◆ **Goal of the exercise**:
Show all lines from the records below in which the string "Ipswich" is present.

◆ **Listed entries**:
---------------

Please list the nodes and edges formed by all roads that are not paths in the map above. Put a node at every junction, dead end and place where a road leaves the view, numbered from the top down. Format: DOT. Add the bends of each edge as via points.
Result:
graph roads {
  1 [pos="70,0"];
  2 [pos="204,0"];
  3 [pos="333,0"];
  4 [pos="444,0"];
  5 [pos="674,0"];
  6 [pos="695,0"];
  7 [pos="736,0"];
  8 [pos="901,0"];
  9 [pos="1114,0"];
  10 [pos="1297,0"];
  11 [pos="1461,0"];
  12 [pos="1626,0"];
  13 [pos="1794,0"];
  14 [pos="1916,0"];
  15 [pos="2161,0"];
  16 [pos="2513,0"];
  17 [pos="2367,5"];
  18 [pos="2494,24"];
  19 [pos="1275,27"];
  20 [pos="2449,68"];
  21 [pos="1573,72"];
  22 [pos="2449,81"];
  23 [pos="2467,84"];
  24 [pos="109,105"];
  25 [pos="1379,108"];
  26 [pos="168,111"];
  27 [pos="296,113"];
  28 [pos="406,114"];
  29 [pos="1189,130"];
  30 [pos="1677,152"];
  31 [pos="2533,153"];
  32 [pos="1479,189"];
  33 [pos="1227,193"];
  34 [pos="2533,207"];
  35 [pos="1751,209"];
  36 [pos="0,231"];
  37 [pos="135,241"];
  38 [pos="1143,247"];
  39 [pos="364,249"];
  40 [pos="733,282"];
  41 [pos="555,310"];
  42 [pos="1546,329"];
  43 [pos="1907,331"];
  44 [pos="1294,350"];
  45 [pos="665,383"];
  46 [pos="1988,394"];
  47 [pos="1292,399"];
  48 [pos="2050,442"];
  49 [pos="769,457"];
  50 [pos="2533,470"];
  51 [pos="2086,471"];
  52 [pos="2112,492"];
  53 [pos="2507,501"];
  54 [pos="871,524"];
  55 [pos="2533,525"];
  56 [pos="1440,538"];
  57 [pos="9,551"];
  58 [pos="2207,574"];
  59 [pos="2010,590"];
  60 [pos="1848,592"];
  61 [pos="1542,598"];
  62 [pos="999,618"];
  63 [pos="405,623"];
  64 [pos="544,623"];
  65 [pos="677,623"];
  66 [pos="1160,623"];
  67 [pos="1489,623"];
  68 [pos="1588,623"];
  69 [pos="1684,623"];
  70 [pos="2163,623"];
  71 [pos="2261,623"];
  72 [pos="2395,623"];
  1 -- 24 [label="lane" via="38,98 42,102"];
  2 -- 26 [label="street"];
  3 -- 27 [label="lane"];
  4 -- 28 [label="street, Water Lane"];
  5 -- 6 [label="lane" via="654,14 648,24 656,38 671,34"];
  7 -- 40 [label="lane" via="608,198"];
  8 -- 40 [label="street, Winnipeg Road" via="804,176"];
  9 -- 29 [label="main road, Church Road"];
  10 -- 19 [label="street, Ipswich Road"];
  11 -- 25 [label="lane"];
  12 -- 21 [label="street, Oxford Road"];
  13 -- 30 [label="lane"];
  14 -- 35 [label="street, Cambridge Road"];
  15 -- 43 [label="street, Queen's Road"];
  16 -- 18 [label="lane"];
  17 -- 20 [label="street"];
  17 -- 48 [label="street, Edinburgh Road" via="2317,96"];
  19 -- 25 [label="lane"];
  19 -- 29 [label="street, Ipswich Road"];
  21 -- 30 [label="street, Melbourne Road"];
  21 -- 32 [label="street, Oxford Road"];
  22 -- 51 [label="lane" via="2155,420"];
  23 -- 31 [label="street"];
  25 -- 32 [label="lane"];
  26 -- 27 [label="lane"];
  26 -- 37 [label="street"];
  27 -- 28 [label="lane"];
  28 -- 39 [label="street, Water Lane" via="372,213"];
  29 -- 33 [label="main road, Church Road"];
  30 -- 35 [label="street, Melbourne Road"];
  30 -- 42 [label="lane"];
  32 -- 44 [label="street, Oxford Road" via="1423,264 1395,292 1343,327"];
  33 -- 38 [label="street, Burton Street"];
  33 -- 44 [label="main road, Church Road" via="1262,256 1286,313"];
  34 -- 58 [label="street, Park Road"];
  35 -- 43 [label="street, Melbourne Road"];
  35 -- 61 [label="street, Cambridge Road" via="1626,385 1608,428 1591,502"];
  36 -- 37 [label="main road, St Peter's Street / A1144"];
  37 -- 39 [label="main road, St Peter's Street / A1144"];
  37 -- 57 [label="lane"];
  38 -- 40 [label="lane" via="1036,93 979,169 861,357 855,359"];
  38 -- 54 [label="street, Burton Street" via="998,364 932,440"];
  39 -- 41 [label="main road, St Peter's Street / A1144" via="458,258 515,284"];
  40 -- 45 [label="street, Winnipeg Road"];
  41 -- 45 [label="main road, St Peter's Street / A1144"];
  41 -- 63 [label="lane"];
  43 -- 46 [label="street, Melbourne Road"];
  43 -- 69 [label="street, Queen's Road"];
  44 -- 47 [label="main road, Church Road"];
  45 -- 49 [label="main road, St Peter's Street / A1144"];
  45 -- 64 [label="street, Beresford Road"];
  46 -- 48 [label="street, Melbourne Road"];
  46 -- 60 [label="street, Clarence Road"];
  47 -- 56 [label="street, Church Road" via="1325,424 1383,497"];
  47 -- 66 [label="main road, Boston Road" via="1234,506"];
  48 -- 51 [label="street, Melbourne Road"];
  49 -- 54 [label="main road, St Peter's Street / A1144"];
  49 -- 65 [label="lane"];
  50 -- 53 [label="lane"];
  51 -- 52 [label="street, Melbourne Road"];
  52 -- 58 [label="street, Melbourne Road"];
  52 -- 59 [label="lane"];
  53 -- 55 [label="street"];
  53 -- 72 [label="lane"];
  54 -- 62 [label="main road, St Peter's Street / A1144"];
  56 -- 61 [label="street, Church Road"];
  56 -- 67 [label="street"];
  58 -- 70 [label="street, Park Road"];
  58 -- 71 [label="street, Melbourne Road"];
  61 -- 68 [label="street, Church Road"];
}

---------------

◆ **Task solution**:
  10 -- 19 [label="street, Ipswich Road"];
  19 -- 29 [label="street, Ipswich Road"];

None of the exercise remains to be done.